Kress grows primarily soft white and hard red spring varieties of wheat.

In Australia, farmers are selling other crops instead. 

“You have very strong sales of chickpeas for cash flow, and now we are getting strong sales of canola into the current prices,” said Rod Baker at Australian Crop Forecasters in Perth.

TIGHT SUPPLY AHEAD

Along with lack of supply from farmers, high interest rates have deterred millers from stocking up on wheat, leaving them exposed if prices rise.

“Lower supply cover does leave us vulnerable, but with high interest rates it doesn’t make sense to hold large stocks,” said one Dubai-based purchase manager at a flour mill in the Middle East.

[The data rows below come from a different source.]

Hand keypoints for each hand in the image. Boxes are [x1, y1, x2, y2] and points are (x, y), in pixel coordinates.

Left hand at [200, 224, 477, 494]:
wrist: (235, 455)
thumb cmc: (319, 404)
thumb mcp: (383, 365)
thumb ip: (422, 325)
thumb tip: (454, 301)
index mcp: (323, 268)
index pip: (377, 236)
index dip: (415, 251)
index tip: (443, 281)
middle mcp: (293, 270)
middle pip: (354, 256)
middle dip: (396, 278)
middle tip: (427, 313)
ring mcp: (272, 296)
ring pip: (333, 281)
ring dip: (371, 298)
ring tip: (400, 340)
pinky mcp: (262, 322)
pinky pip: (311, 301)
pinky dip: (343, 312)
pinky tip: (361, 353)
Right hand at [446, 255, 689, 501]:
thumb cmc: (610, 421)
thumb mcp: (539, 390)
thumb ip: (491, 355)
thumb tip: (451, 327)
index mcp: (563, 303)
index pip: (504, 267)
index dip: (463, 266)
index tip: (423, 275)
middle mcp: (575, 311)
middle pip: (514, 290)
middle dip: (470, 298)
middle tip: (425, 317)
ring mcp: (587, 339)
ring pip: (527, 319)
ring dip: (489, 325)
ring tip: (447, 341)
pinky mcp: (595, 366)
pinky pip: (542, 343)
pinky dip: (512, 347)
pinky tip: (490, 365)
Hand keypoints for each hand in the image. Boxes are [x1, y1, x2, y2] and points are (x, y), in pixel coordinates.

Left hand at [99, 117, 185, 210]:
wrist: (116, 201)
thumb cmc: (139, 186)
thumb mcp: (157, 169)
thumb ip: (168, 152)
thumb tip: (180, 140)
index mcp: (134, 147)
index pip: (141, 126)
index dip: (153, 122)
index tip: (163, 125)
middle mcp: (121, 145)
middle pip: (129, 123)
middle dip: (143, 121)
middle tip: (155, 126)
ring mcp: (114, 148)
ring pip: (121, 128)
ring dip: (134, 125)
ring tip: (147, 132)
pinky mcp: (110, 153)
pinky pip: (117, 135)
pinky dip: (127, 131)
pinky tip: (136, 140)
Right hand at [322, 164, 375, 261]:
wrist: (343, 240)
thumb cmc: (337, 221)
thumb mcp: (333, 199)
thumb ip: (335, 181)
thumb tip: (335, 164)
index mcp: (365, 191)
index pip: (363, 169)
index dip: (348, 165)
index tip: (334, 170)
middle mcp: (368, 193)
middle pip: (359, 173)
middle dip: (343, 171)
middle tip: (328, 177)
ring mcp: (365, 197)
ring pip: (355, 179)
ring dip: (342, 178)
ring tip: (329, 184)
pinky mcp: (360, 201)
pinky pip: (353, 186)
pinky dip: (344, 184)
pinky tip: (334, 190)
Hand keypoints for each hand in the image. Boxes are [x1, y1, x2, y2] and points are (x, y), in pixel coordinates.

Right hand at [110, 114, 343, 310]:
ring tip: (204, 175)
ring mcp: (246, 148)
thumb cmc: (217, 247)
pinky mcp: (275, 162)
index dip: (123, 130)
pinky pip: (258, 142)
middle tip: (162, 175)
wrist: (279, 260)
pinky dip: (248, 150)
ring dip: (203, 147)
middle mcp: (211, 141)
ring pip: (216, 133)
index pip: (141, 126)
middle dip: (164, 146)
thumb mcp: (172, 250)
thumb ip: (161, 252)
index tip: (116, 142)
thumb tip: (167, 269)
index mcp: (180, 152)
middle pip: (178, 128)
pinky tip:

Even with robust southern hemisphere production, global wheat stockpiles are projected by the U.S. Department of Agriculture to shrink to a nine-year low by mid-next year.

“Wheat crops in the northern hemisphere still have to go through crucial development stages, any issues with the weather until harvest in July can trigger a rally in prices, given how tight the inventories are,” said Ole Houe, director of advisory services at IKON Commodities in Sydney.

In a slight reprieve for millers, attractive interest rates have prompted Russian farmers, who had been withholding their crops, to change tack and sell crops so they can deposit money in banks.

But top wheat exporter Russia might be running out of supplies. Moscow’s grain export quota, to be in place from February to June, could be nearly three times smaller than the 29 million tons a year earlier.